The medical emergency happened in August in Cambridge, where Pearce (34) had been based for 13 weeks helping his coach, Simon Thomas, work with young golfers at St Peters School.

Three months later, Pearce was healthy but helping his wife, Sally, and his children, Zac and Hannah, deal with the death of Sally Pearce's mother, Elva Simpson, after an illness.

"It's a year I'd rather forget," Pearce said.

"Not so much golf, because at the end of the year golf was actually pretty good, but it was a very hard year off the course."

The year ended with a massive boost for Pearce, who was unsure until recently where his career was heading in 2010.

He played the Australian Masters in November, making a good start with rounds of 71 and 68 before falling back to 69th place over the weekend, 21 shots behind winner Tiger Woods.

Plans to play in the Australian Open earlier this month were shelved following the death of Pearce's mother-in-law.

Needing a decent payday at the Australian PGA a week later, Pearce finished tied for 24th with four consistent rounds to finish 49th on the Australasian Order of Merit, which offers full playing rights to the top 50 earners.

"It's been a couple of seasons since I've been in the fully exempt category," Pearce said.

"I look back over the year and the rough times we've been through, and that makes you realise golf is not the most important thing.

"But 2010 is looking pretty exciting.

"I've got a bit of confidence to go on and do well.

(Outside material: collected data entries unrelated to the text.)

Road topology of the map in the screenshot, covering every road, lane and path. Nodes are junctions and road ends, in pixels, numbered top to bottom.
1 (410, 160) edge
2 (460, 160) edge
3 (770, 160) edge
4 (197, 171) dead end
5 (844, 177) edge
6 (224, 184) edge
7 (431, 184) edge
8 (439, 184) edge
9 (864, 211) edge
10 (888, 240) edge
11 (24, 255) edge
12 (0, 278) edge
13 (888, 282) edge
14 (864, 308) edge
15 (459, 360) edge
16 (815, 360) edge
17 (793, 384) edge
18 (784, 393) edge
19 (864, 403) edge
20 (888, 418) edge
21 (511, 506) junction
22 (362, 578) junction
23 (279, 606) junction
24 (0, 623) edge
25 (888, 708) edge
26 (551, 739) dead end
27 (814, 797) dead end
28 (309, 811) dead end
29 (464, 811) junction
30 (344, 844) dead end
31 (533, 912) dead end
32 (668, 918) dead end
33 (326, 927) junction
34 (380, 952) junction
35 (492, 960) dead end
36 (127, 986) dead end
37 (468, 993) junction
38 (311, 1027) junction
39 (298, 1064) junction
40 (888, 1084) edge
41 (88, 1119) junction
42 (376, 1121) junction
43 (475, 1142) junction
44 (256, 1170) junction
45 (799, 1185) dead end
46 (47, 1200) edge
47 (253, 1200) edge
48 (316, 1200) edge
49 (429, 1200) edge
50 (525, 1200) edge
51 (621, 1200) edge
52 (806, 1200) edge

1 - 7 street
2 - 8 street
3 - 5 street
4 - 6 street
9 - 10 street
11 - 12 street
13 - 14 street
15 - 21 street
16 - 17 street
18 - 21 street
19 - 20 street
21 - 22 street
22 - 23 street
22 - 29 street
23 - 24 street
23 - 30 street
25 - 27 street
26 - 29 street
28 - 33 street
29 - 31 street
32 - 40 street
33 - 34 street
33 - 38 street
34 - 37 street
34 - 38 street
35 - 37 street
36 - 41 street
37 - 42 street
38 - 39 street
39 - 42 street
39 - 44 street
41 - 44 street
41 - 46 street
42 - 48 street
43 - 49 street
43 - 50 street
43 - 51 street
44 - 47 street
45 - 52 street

"I'll play anywhere from 15 to 20 events in Australia and New Zealand and also the new One Asia tour."

At least Pearce finished the year better than Tiger Woods.

The New Zealand professional rubbed shoulders - almost literally -with golf's greatest star about a month before Woods' life changed for the worse.

"I almost tripped him up in the locker room.

"I bowled through the door and he was coming the other way," Pearce recalled.

"That was an amazing week, seeing 25,000 people watching one man every day.

"I teed off late on the Saturday and he was about four groups behind me.

"Every hole was lined with people waiting for him."

Pearce, who has been in the professional ranks for a decade, will play the scaled-down New Zealand PGA at Clearwater next month before heading to Arrowtown for another tilt at the New Zealand Open.

He hasn't really enjoyed The Hills, missing the cut there at both previous tournaments.

While he sees the benefits of holding the Open at a spectator-friendly venue, he doesn't think it's a great course for the golfers.

Pearce would like to see the tournament moved around venues.

He thinks it is time the Open returned to Paraparaumu or even Middlemore, the scene of his memorable win in 2003, but he hopes it will not be taken to remote courses like Kauri Cliffs or Kidnappers.

There has not been a New Zealand winner of the Open since Pearce's effort six years ago but he believes the drought will end before long.

"I think a Kiwi will win it very soon and hopefully it will be me.

"There are plenty of talented guys out there.

"David Smail is our best golfer who is always knocking on the door.

"Josh Geary played really well there last time.

"Steve Alker won the PGA.

"Brad Iles played well in America this year."

Pearce gained a five-year exemption from qualifying for the Open when he won in 2003.

He was relying on an invitation this year before his late charge on the money list.